(Beginning of Data supplied)
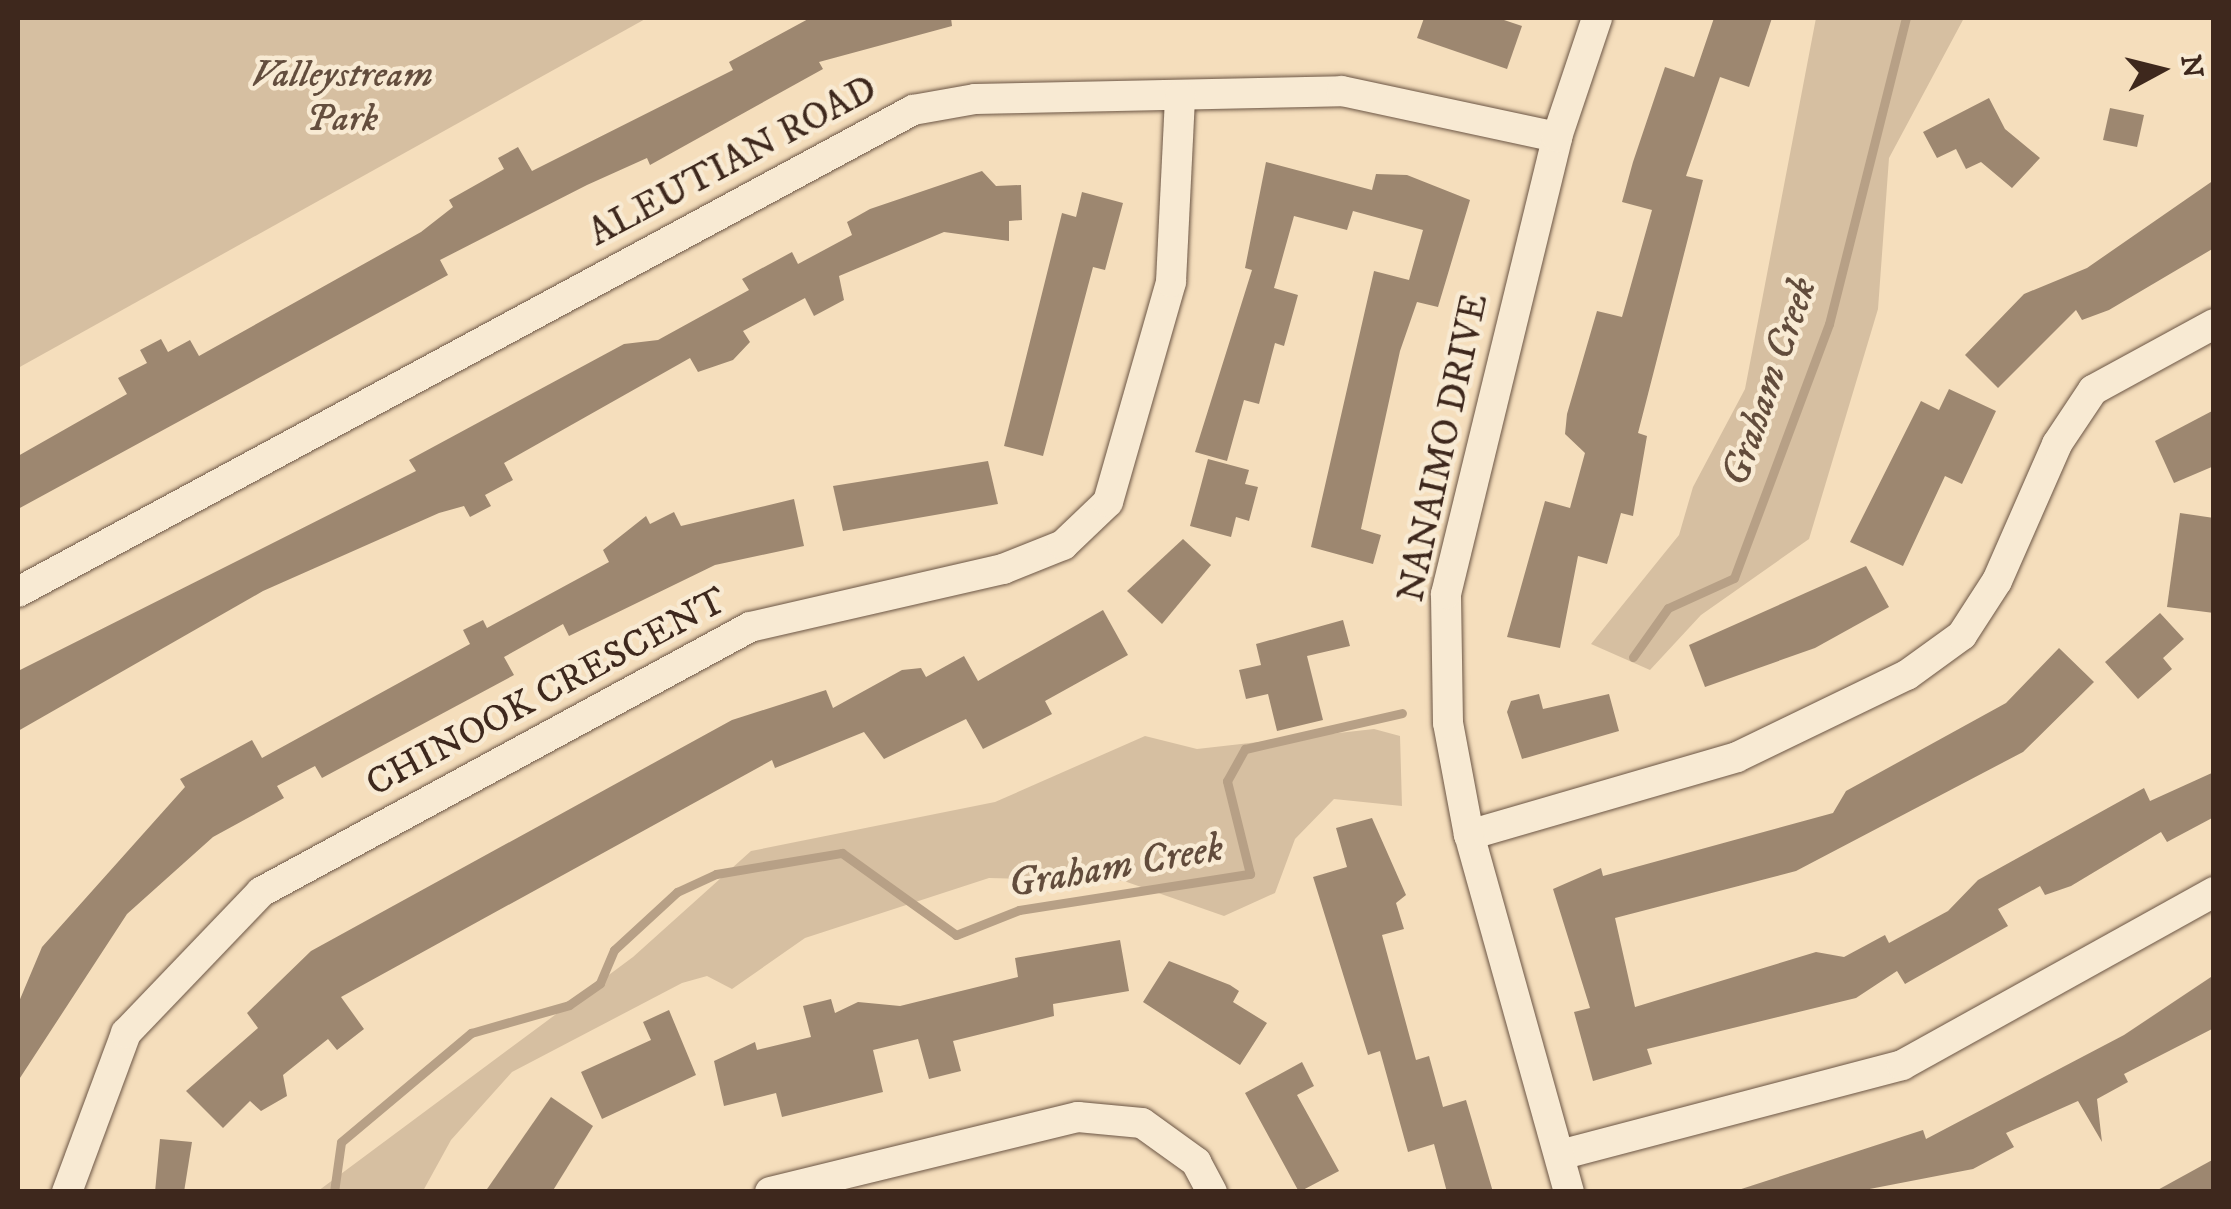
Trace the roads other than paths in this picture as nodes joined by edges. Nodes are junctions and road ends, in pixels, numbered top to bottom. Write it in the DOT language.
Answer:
graph roads {
  1 [pos="1598,18"];
  2 [pos="1180,96"];
  3 [pos="1557,137"];
  4 [pos="2214,324"];
  5 [pos="18,592"];
  6 [pos="1469,835"];
  7 [pos="2214,892"];
  8 [pos="1560,1155"];
  9 [pos="67,1192"];
  10 [pos="770,1192"];
  11 [pos="1212,1192"];
  12 [pos="1569,1192"];
  1 -- 3 [label="street, NANAIMO DRIVE"];
  2 -- 3 [label="street, ALEUTIAN ROAD"];
  2 -- 5 [label="street, ALEUTIAN ROAD"];
  2 -- 9 [label="street, CHINOOK CRESCENT"];
  3 -- 6 [label="street, NANAIMO DRIVE"];
  4 -- 6 [label="street"];
  6 -- 8 [label="street, NANAIMO DRIVE"];
  7 -- 8 [label="street"];
  8 -- 12 [label="street, NANAIMO DRIVE"];
  10 -- 11 [label="street"];
}
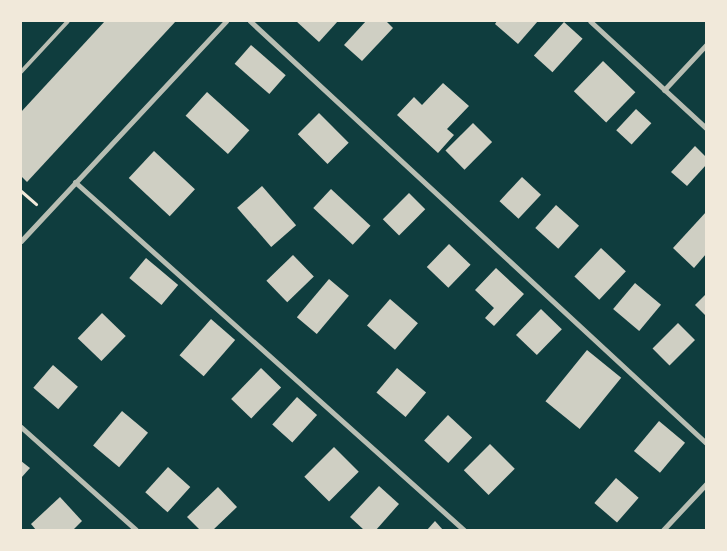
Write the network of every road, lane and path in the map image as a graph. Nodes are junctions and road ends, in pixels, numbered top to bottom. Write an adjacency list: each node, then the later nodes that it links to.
1 (68, 21): 6 (lane)
2 (226, 21): 9 (street)
3 (250, 21): 14 (street)
4 (590, 21): 7 (street)
5 (706, 45): 7 (street)
6 (21, 72)
7 (664, 90): 8 (street)
8 (706, 128)
9 (76, 182): 11 (street); 17 (street)
10 (21, 191): 11 (path)
11 (46, 213): 12 (street)
12 (21, 241)
13 (21, 428): 16 (street)
14 (706, 443)
15 (706, 484): 18 (street)
16 (136, 530)
17 (464, 530)
18 (663, 530)

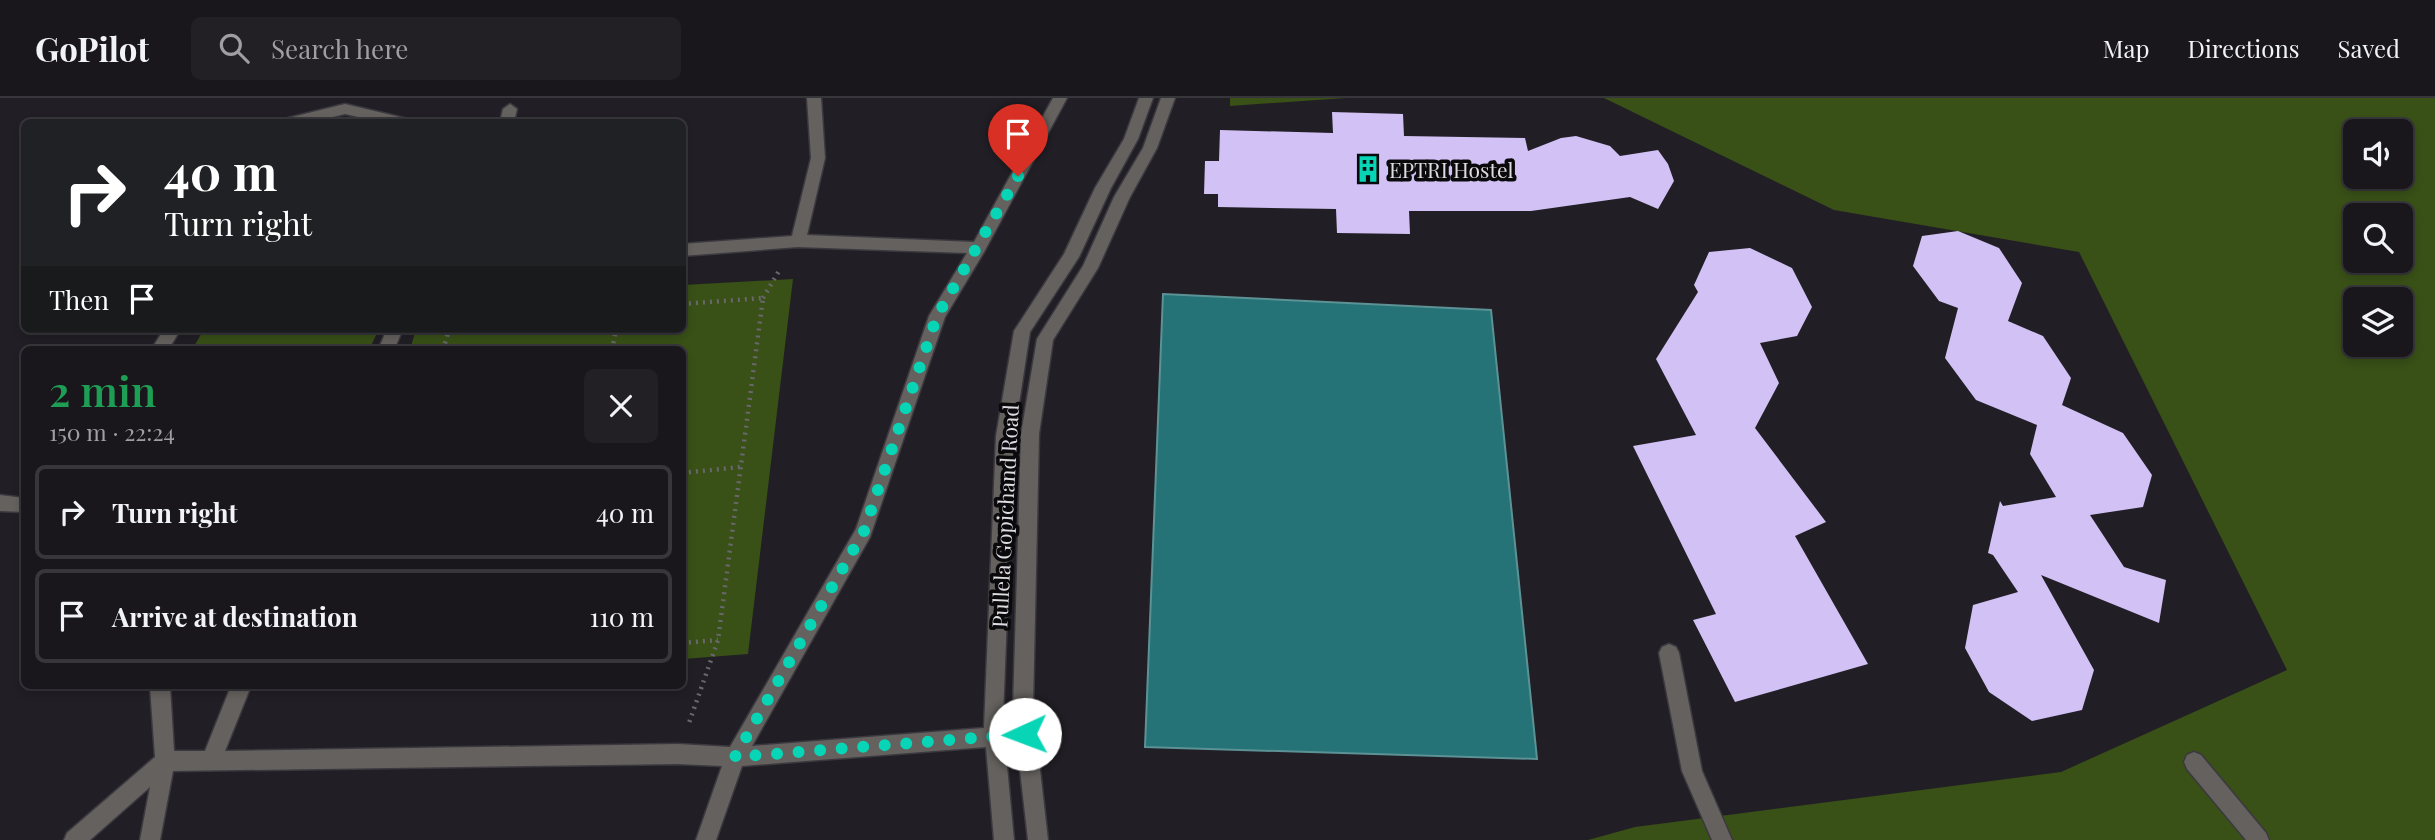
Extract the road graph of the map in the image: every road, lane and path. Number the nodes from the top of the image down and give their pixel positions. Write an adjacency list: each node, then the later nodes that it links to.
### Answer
1 (814, 98): 7 (street)
2 (1060, 98): 8 (street)
3 (1146, 98): 21 (street, Pullela Gopichand Road)
4 (1168, 98): 20 (street, Pullela Gopichand Road)
5 (305, 119): 6 (street)
6 (387, 119)
7 (798, 241): 8 (street); 9 (street)
8 (978, 248): 23 (street)
9 (686, 250)
10 (686, 304): 11 (path)
11 (740, 467): 12 (path); 15 (path)
12 (686, 473)
13 (0, 503): 14 (street)
14 (21, 505)
15 (718, 640): 16 (path); 22 (path)
16 (686, 643)
17 (1669, 653): 32 (street)
18 (160, 689): 25 (street)
19 (240, 689): 24 (street)
20 (1025, 734): 21 (street); 31 (street, Pullela Gopichand Road)
21 (994, 735): 23 (street); 30 (street, Pullela Gopichand Road)
22 (678, 754): 23 (street); 24 (street)
23 (735, 757): 29 (street)
24 (212, 759): 25 (street)
25 (165, 761): 27 (street); 28 (street)
26 (2194, 762): 33 (street)
27 (74, 840)
28 (149, 840)
29 (706, 840)
30 (1004, 840)
31 (1038, 840)
32 (1722, 840)
33 (2259, 840)

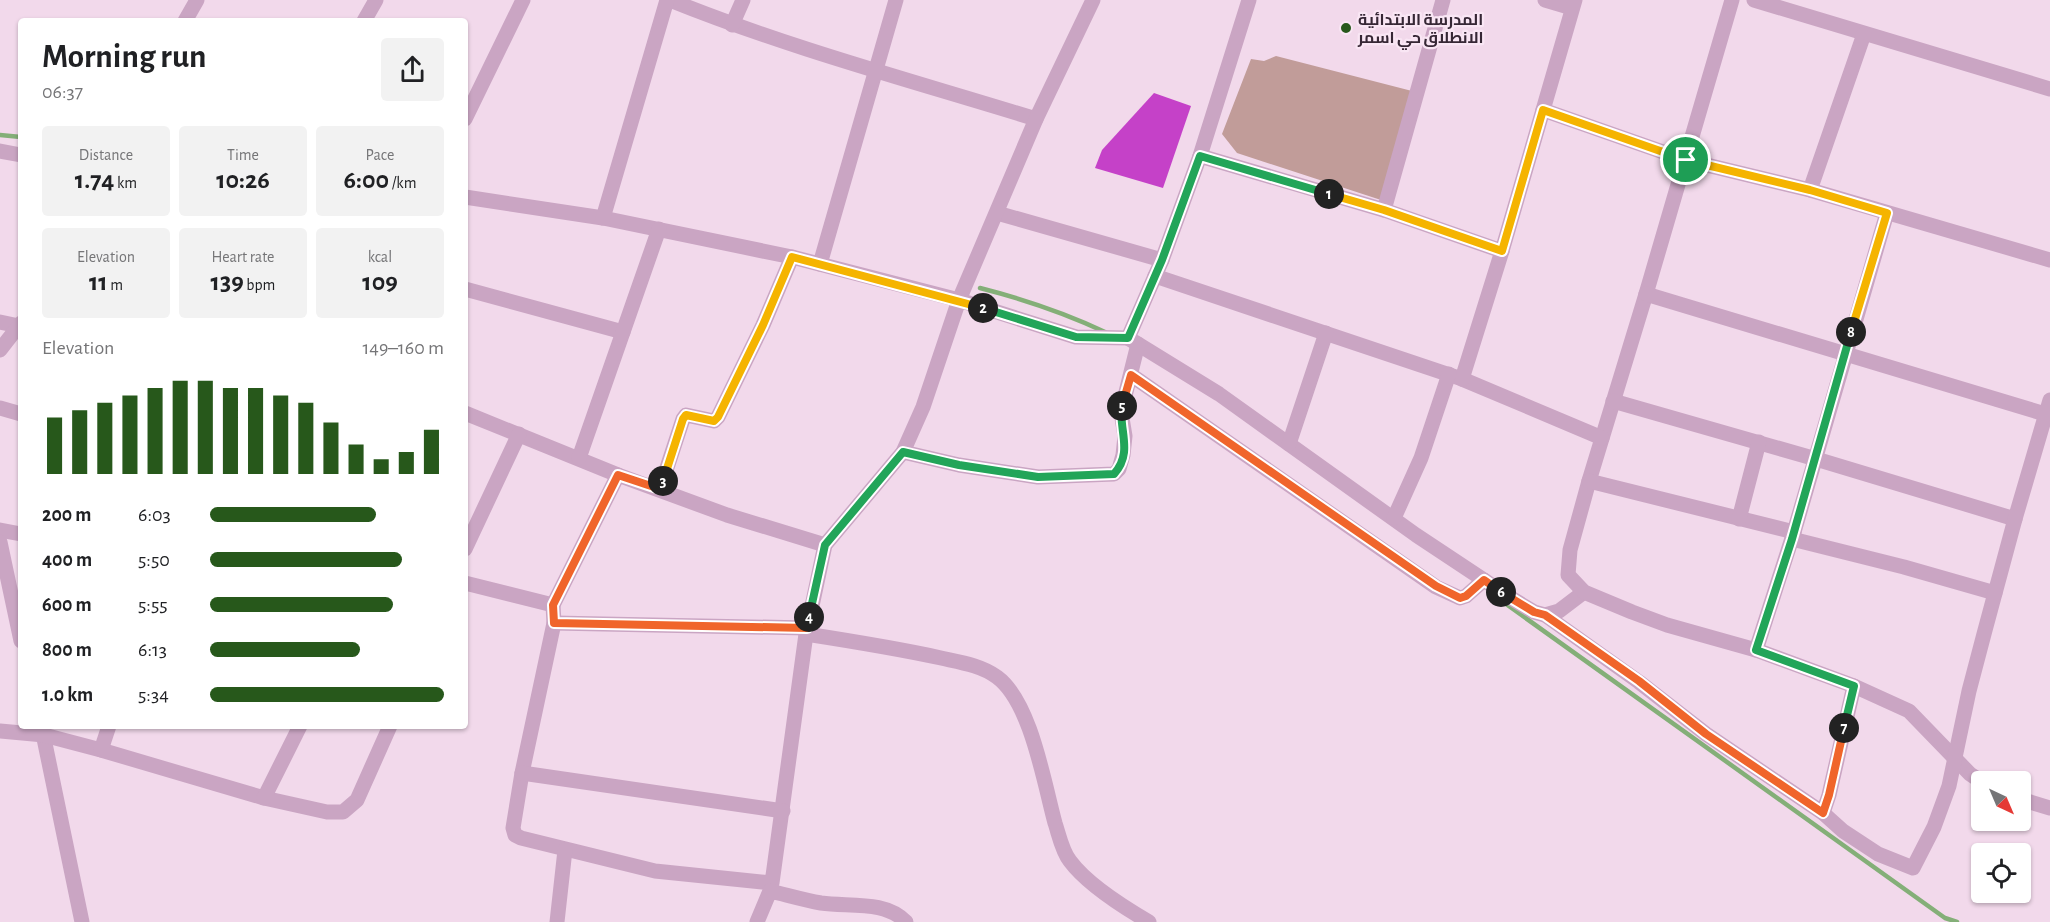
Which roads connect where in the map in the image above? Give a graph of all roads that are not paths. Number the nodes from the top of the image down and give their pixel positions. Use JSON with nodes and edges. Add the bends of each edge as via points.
(End of Data supplied)
# Task statement
Give the records back exactly. Leave the pictures out.

# Your solution
Trace the roads other than paths in this picture as nodes joined by edges. Nodes are junctions and road ends, in pixels, numbered top to bottom. Write it in the DOT language.
Answer:
graph roads {
  1 [pos="1598,18"];
  2 [pos="1180,96"];
  3 [pos="1557,137"];
  4 [pos="2214,324"];
  5 [pos="18,592"];
  6 [pos="1469,835"];
  7 [pos="2214,892"];
  8 [pos="1560,1155"];
  9 [pos="67,1192"];
  10 [pos="770,1192"];
  11 [pos="1212,1192"];
  12 [pos="1569,1192"];
  1 -- 3 [label="street, NANAIMO DRIVE"];
  2 -- 3 [label="street, ALEUTIAN ROAD"];
  2 -- 5 [label="street, ALEUTIAN ROAD"];
  2 -- 9 [label="street, CHINOOK CRESCENT"];
  3 -- 6 [label="street, NANAIMO DRIVE"];
  4 -- 6 [label="street"];
  6 -- 8 [label="street, NANAIMO DRIVE"];
  7 -- 8 [label="street"];
  8 -- 12 [label="street, NANAIMO DRIVE"];
  10 -- 11 [label="street"];
}
Write the network of every road, lane and path in the map image as a graph. Nodes are junctions and road ends, in pixels, numbered top to bottom. Write an adjacency list: each node, then the later nodes that it links to.
1 (68, 21): 6 (lane)
2 (226, 21): 9 (street)
3 (250, 21): 14 (street)
4 (590, 21): 7 (street)
5 (706, 45): 7 (street)
6 (21, 72)
7 (664, 90): 8 (street)
8 (706, 128)
9 (76, 182): 11 (street); 17 (street)
10 (21, 191): 11 (path)
11 (46, 213): 12 (street)
12 (21, 241)
13 (21, 428): 16 (street)
14 (706, 443)
15 (706, 484): 18 (street)
16 (136, 530)
17 (464, 530)
18 (663, 530)

Extract the road graph of the map in the image: every road, lane and path. Number the nodes from the top of the image down and give their pixel positions. Write an adjacency list: each node, then the later nodes that it links to.
### Answer
1 (814, 98): 7 (street)
2 (1060, 98): 8 (street)
3 (1146, 98): 21 (street, Pullela Gopichand Road)
4 (1168, 98): 20 (street, Pullela Gopichand Road)
5 (305, 119): 6 (street)
6 (387, 119)
7 (798, 241): 8 (street); 9 (street)
8 (978, 248): 23 (street)
9 (686, 250)
10 (686, 304): 11 (path)
11 (740, 467): 12 (path); 15 (path)
12 (686, 473)
13 (0, 503): 14 (street)
14 (21, 505)
15 (718, 640): 16 (path); 22 (path)
16 (686, 643)
17 (1669, 653): 32 (street)
18 (160, 689): 25 (street)
19 (240, 689): 24 (street)
20 (1025, 734): 21 (street); 31 (street, Pullela Gopichand Road)
21 (994, 735): 23 (street); 30 (street, Pullela Gopichand Road)
22 (678, 754): 23 (street); 24 (street)
23 (735, 757): 29 (street)
24 (212, 759): 25 (street)
25 (165, 761): 27 (street); 28 (street)
26 (2194, 762): 33 (street)
27 (74, 840)
28 (149, 840)
29 (706, 840)
30 (1004, 840)
31 (1038, 840)
32 (1722, 840)
33 (2259, 840)

Which roads connect where in the map in the image above? Give a graph of all roads that are not paths. Number the nodes from the top of the image down and give their pixel positions. Use JSON with nodes and edges. Add the bends of each edge as via points.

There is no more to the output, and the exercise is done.